Emotica is a free online level editor where you can assign movements and behaviors to emoji and then drag them anywhere you want on a screen. The result is even more delightful than you might think—the simple interface and clusters of familiar objects give your creations a distinctly-textured 1990s web feel, and it's the perfect tool to build little inside jokes and playful areas to send your friends (I made a level called "Pool Boss", a tribute to a fictional boar who makes frequent appearances in my text messages with my partner and has developed his own mythology).

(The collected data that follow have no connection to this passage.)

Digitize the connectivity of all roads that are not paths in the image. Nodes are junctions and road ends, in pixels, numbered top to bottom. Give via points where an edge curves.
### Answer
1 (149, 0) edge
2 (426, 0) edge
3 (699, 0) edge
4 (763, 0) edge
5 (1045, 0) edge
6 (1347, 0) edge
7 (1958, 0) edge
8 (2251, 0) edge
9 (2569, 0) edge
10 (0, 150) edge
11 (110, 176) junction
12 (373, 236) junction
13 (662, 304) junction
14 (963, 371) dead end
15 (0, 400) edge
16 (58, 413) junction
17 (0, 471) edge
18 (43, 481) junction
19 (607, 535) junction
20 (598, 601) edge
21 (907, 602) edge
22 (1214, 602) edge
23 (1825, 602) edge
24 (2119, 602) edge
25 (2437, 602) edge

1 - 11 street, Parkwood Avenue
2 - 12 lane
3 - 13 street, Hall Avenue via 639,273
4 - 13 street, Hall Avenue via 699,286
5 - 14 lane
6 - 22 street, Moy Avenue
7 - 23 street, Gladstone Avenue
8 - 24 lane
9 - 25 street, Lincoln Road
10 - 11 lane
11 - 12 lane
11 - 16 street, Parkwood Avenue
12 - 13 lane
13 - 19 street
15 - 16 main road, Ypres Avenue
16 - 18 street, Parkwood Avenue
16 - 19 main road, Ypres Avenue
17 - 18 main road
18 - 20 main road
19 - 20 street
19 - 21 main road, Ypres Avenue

Emoji and stickers on services like LINE or Facebook are part of a modern visual language whose charm and appeal is obvious when you get to play with them in contexts like these. Emotica is very easy to learn and experiment with in-browser (you don't need any pre-existing skills), and loads with several screens of rooms that are not only funny and cleverly-thought, but act as examples of the kinds of things you can implement in the game.

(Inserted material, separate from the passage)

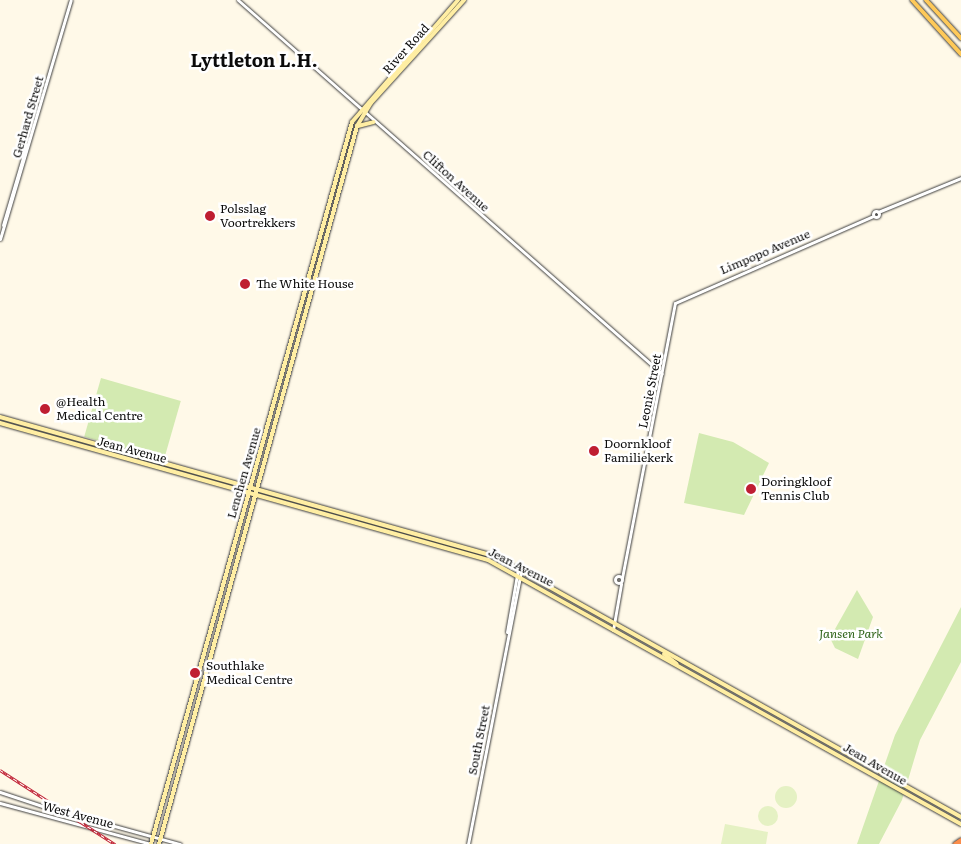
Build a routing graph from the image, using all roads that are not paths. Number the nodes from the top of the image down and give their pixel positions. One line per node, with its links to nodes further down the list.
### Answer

The game also features sounds by Liz Ryerson and co-design and programming by Leon Arnott. Anna Anthropy designed and prototyped the game, which makes sense when you look at her body of work focused on making game creation fun, accessible and nontraditional. Emotica premiered at Anthropy's recent show at New York gallery Babycastles, where she showed work that challenged participants on the topic of empathy in games—"empathy games" is a widely-used genre term that Anthropy believes acts for some as a "shortcut to allyship".
Right after returning home from the gallery premiere, Anthropy was hit by a car and broke her arm. You can support her ongoing work via Patreon, and definitely try Emotica for yourself here.
“Coca-Cola: Blade Roller,” directed by David Fincher in 1993. (via ObscureMedia)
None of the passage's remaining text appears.